In the treatment of cancer, it is often not sufficient to find highly active molecules. The majority of active compounds have its primary target within cells and tissues and, in order to exploit the pharmacological activity, a minimum concentration is needed to be reached at the site of action. Many factors may cause a decrease in the intracellular drug concentration. Among them, low water solubility, low partition coefficient across cell membranes and extensive exportation via
efflux transporters such as multi-drug resistance proteins and P-glycoproteins. For these reasons, a selective delivery of drugs to their sites of action could result in greater therapeutic effects and potentially minimize side-effects.
Self-assembly drug conjugate preparation is a promising approach to improve activity and penetration through physiological barriers of potent small molecules, as well as to reduce any side effects. Drug conjugates can self-assemble in water to form nanoparticles (NPs) that offer several advantages because: (i) they are easy to obtain; (ii) they can reach high local drug concentration in tumor tissues; and (iii) they can reduce the side effects of drugs. All these factors improve drug pharmacokinetic properties. [1]

Based on the pioneer work of Prof. P. Couvreur in the field of nanomedicine and drug delivery and especially in the application and understanding of squalene nanoparticles, in this presentation a journey from squalene-drug nanoassemblies to tetraphenylethylene-based photoluminescent-drug nanoparticles is depicted.

References

[1] G. Fumagalli, C. Marucci, M. S. Christodoulou, B. Stella, F. Dosio and D. Passarella.
Drug Discov. Today 2016, 21, 1321-1329.

Prof. Michail Christodoulou was from 2021 an Assistant Professor and from 2024 an Associate Professor of Organic Chemistry in the Department of Food, Environmental and Nutritional Sciences of the University of Milan working on the synthesis of natural and synthetic compounds with antitumor, antifungal or antibacterial activity and in the development of novel green and sustainable enzymatic reactions.

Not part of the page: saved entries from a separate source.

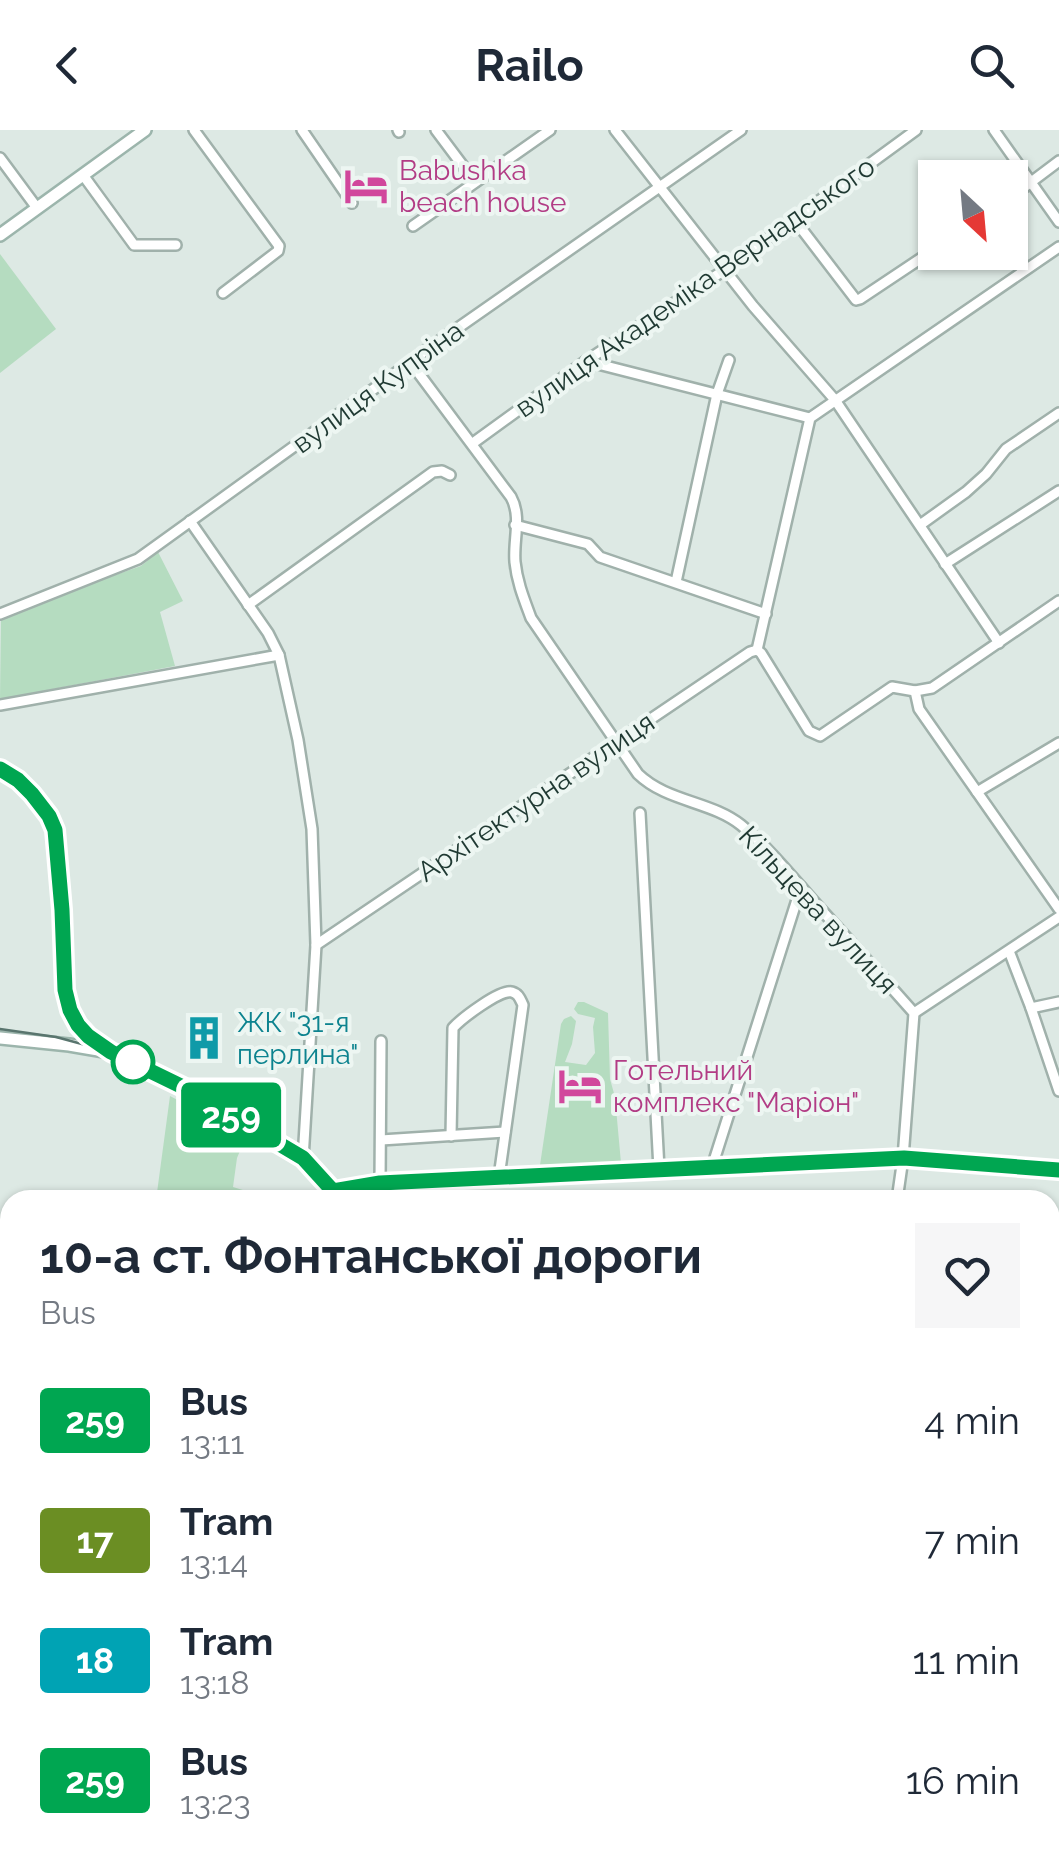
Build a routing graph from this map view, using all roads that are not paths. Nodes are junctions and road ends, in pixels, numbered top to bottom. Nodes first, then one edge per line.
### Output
1 (146, 130) edge
2 (194, 130) edge
3 (302, 130) edge
4 (436, 130) edge
5 (550, 130) edge
6 (615, 130) edge
7 (741, 130) edge
8 (916, 130) edge
9 (994, 130) edge
10 (0, 158) edge
11 (1059, 162) edge
12 (83, 175) junction
13 (475, 182) junction
14 (1032, 183) junction
15 (1028, 186) edge
16 (659, 188) junction
17 (352, 203) dead end
18 (37, 208) junction
19 (794, 219) junction
20 (1059, 222) edge
21 (412, 226) dead end
22 (0, 235) edge
23 (176, 246) dead end
24 (1059, 247) edge
25 (918, 261) edge
26 (726, 269) junction
27 (222, 293) dead end
28 (729, 360) dead end
29 (586, 361) junction
30 (414, 367) junction
31 (717, 394) junction
32 (835, 400) junction
33 (1059, 413) edge
34 (810, 418) junction
35 (473, 443) junction
36 (450, 476) dead end
37 (1059, 491) edge
38 (190, 521) junction
39 (515, 525) junction
40 (920, 525) junction
41 (945, 564) junction
42 (676, 582) junction
43 (1059, 601) edge
44 (248, 605) junction
45 (0, 614) edge
46 (766, 614) junction
47 (999, 643) junction
48 (757, 650) junction
49 (278, 655) junction
50 (915, 691) junction
51 (0, 705) edge
52 (616, 742) junction
53 (1059, 742) edge
54 (0, 769) edge
55 (977, 792) junction
56 (640, 813) dead end
57 (801, 887) junction
58 (1059, 908) edge
59 (1059, 916) edge
60 (316, 945) junction
61 (1009, 952) junction
62 (1059, 1002) edge
63 (1032, 1008) junction
64 (914, 1013) junction
65 (82, 1029) junction
66 (0, 1038) edge
67 (382, 1041) dead end
68 (69, 1045) junction
69 (111, 1052) junction
70 (1057, 1079) edge
71 (1059, 1091) edge
72 (505, 1132) junction
73 (451, 1136) junction
74 (380, 1140) junction
75 (303, 1158) junction
76 (904, 1158) junction
77 (712, 1167) junction
78 (659, 1170) junction
79 (1059, 1170) edge
80 (498, 1177) junction
81 (380, 1183) junction
82 (330, 1190) edge
83 (356, 1190) edge
84 (899, 1190) edge

1 - 12 street
2 - 27 street
3 - 17 street
4 - 13 street
5 - 13 street
6 - 16 street
7 - 16 street, вулиця Купріна
8 - 19 street, вулиця Академіка Вернадського
9 - 14 street
10 - 18 street
11 - 14 street
12 - 18 street
12 - 23 street
13 - 21 street
14 - 15 street
14 - 20 street
16 - 26 street
16 - 30 street, вулиця Купріна
18 - 22 street
19 - 25 street
19 - 26 street, вулиця Академіка Вернадського
24 - 32 street
26 - 29 street, вулиця Академіка Вернадського
26 - 32 street
28 - 31 street
29 - 31 street
29 - 35 street, вулиця Академіка Вернадського
30 - 35 street
30 - 38 street, вулиця Купріна
31 - 34 street
31 - 42 street
32 - 34 street
32 - 40 street
33 - 40 street
34 - 46 street
35 - 39 street
36 - 44 street
37 - 41 street
38 - 44 street
38 - 45 street, вулиця Купріна
39 - 42 street
39 - 52 street, Кільцева вулиця
40 - 41 street
41 - 47 street
42 - 46 street
43 - 47 street
44 - 49 street
46 - 48 street
47 - 50 street
48 - 50 street
48 - 52 street, Архітектурна вулиця
49 - 51 street
49 - 60 street
50 - 55 street
52 - 57 street, Кільцева вулиця
52 - 60 street, Архітектурна вулиця
53 - 55 street
54 - 65 street
55 - 58 street
56 - 78 street
57 - 64 street, Кільцева вулиця
57 - 77 street
59 - 61 street
60 - 75 street
61 - 63 street
61 - 64 street
62 - 63 street
63 - 70 street
64 - 76 street, Кільцева вулиця
65 - 68 street
65 - 69 street
66 - 68 street
67 - 74 street
68 - 69 street
69 - 75 street
70 - 71 street
72 - 73 street
72 - 73 street
72 - 80 street
73 - 74 street
74 - 81 street
75 - 82 street
76 - 77 street
76 - 79 street
76 - 84 street, Кільцева вулиця
77 - 78 street
78 - 80 street
80 - 81 street
81 - 83 street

Dr. Christodoulou received his BSc and MS from the Chemistry Department of the University of Patras, Greece, followed by a PhD in Medicinal Chemistry from the General Department of the Agricultural University of Athens, Greece, in 2010 with a thesis on the synthesis of novel bioactive molecules and evaluation of their biological activity. From 2011 till 2015 he worked as a postdoctoral researcher at the University of Milan, Italy, on the design and synthesis of natural and synthetic compounds focusing on different biological targets such as Cancer Stem Cells, the Glycocorticoid Receptor, Topoisomerase I and II, Sirtuins and Microtubules. From 2015 till 2017 he continued his research as a Post-Doctoral researcher at the University of Modena and Reggio Emilia, Italy, where he worked on the AIRC IG15993 project entitled: “Design and development of CDK2 and EGFR type III allosteric inhibitors as anticancer drugs”. From 2017 till 2020 he was an Assistant Professor at the Department of Pharmaceutical Sciences of the University of Milan working on the development of metal-catalysed and metal-free domino reactions and for the synthesis of novel compounds with anticancer activity. Dr. Christodoulou is author of 71 publications on international peer-reviewed journals and has presented his work at various international conferences in the field of cancer research. He is an active participant in the COST Actions: CA21145 “European Network for diagnosis and treatment of antibiotic-resistant bacterial infections (EURESTOP)”, CA21130 “P2X receptors as a therapeutic opportunity (PRESTO)” and CA22103 “A COMPREHENSIVE NETWORK AGAINST BRAIN CANCER (Net4Brain)”.